Tea polyphenols to combat prostate cancer

Natural treatments for prostate cancer are fast gaining scientific evidence for their efficacy in human patients.

There is already some evidence to show that lycopene, the antioxidant found in tomatoes, could both protect against onset of prostate cancer and slow the growth of tumours.

A new study suggests that green and black tea polyphenols, already shown to fight other cancers, could slow the growth of prostate cancer cells. And the polyphenols appear to be quickly absorbed in human prostate tissue, according to the researchers at the University of California at Los Angeles. They were able to detect the compounds in prostate tissue after a very limited consumption of tea.

More importantly, the scientists found that prostate cancer cells grew more slowly when placed in a medium containing blood serum of men who had consumed either green or black tea for five days compared to serum collected before the men began their tea-drinking regimen. Serum from men who drank comparable amounts of diet or regular soda showed no such slowing in cancer cell proliferation, they reported at this week's Experimental Biology meeting in Washington DC.

Prostate cancer is one of the common cancers among men, and in the US it is known that at least a quarter of all prostate cancer patients use alternative therapies, including green tea.

Other natural products shown to fight growth of prostate cancer cells include the mineral selenium, the soy compound genistein (thought to reduce prostate-specific antigen levels), and a chemical produced when digesting green vegetables like broccoli and kale, called 3,3'-diindolylmethane (DIM). All of these need to go through further human clinical trials before lab findings can be confirmed.

The UCLA researchers noted that recent animal and epidemiological studies suggest that tea may have anti-tumour effects against carcinoma of the prostate, and many of the polyphenolic components of tea have been found in the prostate and many other tissues in rats and mice after chronic consumption of green tea polyphenols in drinking water.

In the new study, Dr Susanne Henning and colleagues focused on the possible effect of tea polyphenols on factors named polyamines and the enzymes responsible for the production of polyamines. Elevated levels of polyamines have been associated with malignancy in humans, including prostate cancer, and - since polyamines are present in prostate tissue in high concentration - are considered a logical target for chemoprevention of prostate cancer.

Five days before they were to undergo radical prostatectomy, 20 men with prostate cancer were randomly assigned to consume daily either five cups of green tea, five cups of black tea, or diet or regular soda containing no tea polyphenols. Their blood serum was then collected and added to prostate tissue samples from a commercially available prostate cancer cell line called LNCaP.
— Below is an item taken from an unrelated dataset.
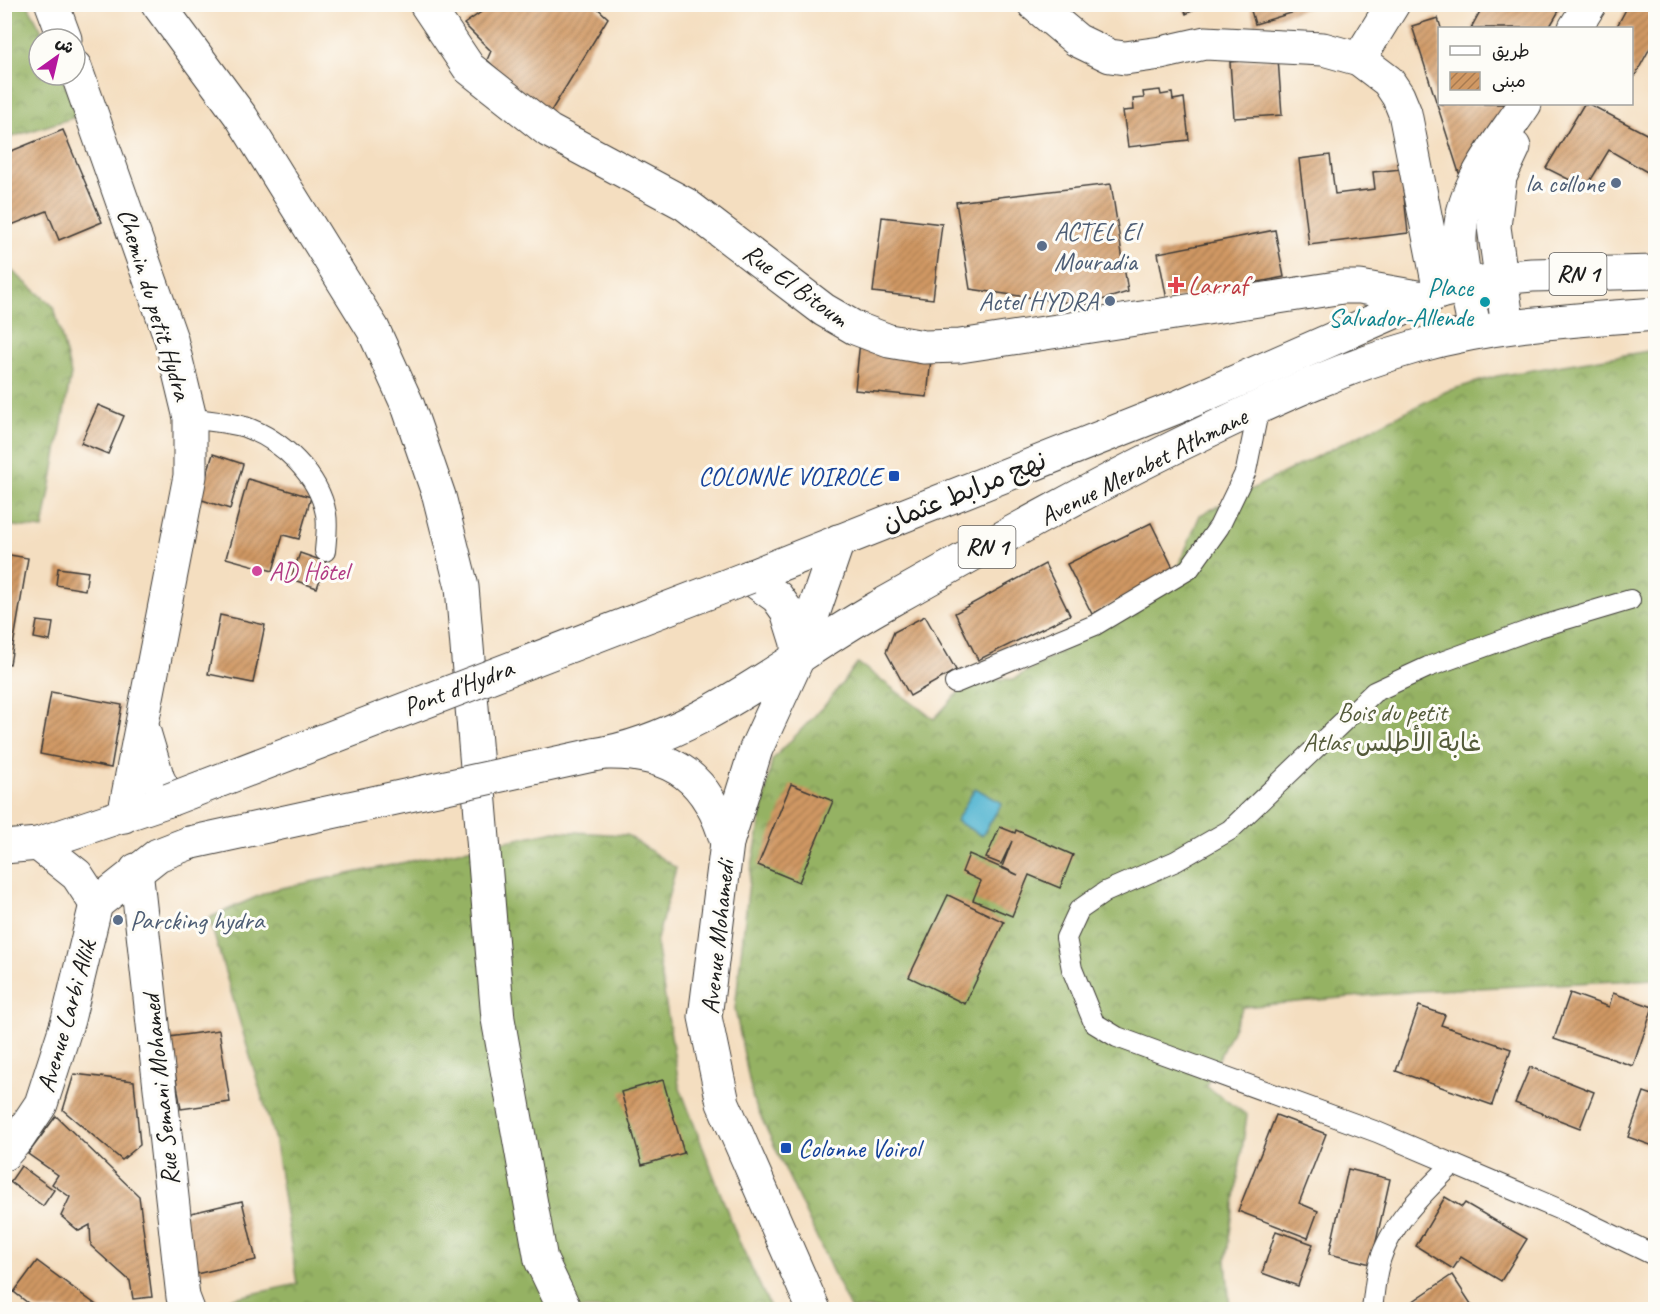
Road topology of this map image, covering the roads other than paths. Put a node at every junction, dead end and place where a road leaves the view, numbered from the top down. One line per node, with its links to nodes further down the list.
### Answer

Analysis of the prostate tissue showed a large variation in tea polyphenol content between study participants. Tea polyphenols were found in six out of eight participants drinking green tea, seven out of seven drinking black tea, and two out of five drinking soda. The fact that two of the control participants showed polyphenols in the prostate sample might be because they were eating chocolate regularly (which contains the polyphenols epicatechin and epicatechingallate) or drinking tea before entering the study, suggested the researchers.

But two important factors were different in the men who drank tea and those who did not during the five-day study.

When the scientists compared the level of total polyamine to the total polyphenol content, the tea drinkers showed a significant negative correlation - the more tea components in the tissue, the less of the polyamines associated with malignancy.

And when the scientists measured the proliferation of prostate cancer cells, there was a significant decrease in how fast new cancer cells appeared for the men who had consumed either green or black tea. That was true even when no tea components could be detected in the serum, indicating that the inhibition of cell proliferation was caused by other compounds altered through tea consumption, said Dr Henning.

Both black and green tea are therefore promising natural dietary supplements for chemoprevention of prostate cancer, according to Dr Henning. She plans to investigate if this effect can be enhanced by consuming larger amounts of tea polyphenols in the form of green tea extract supplement capsules.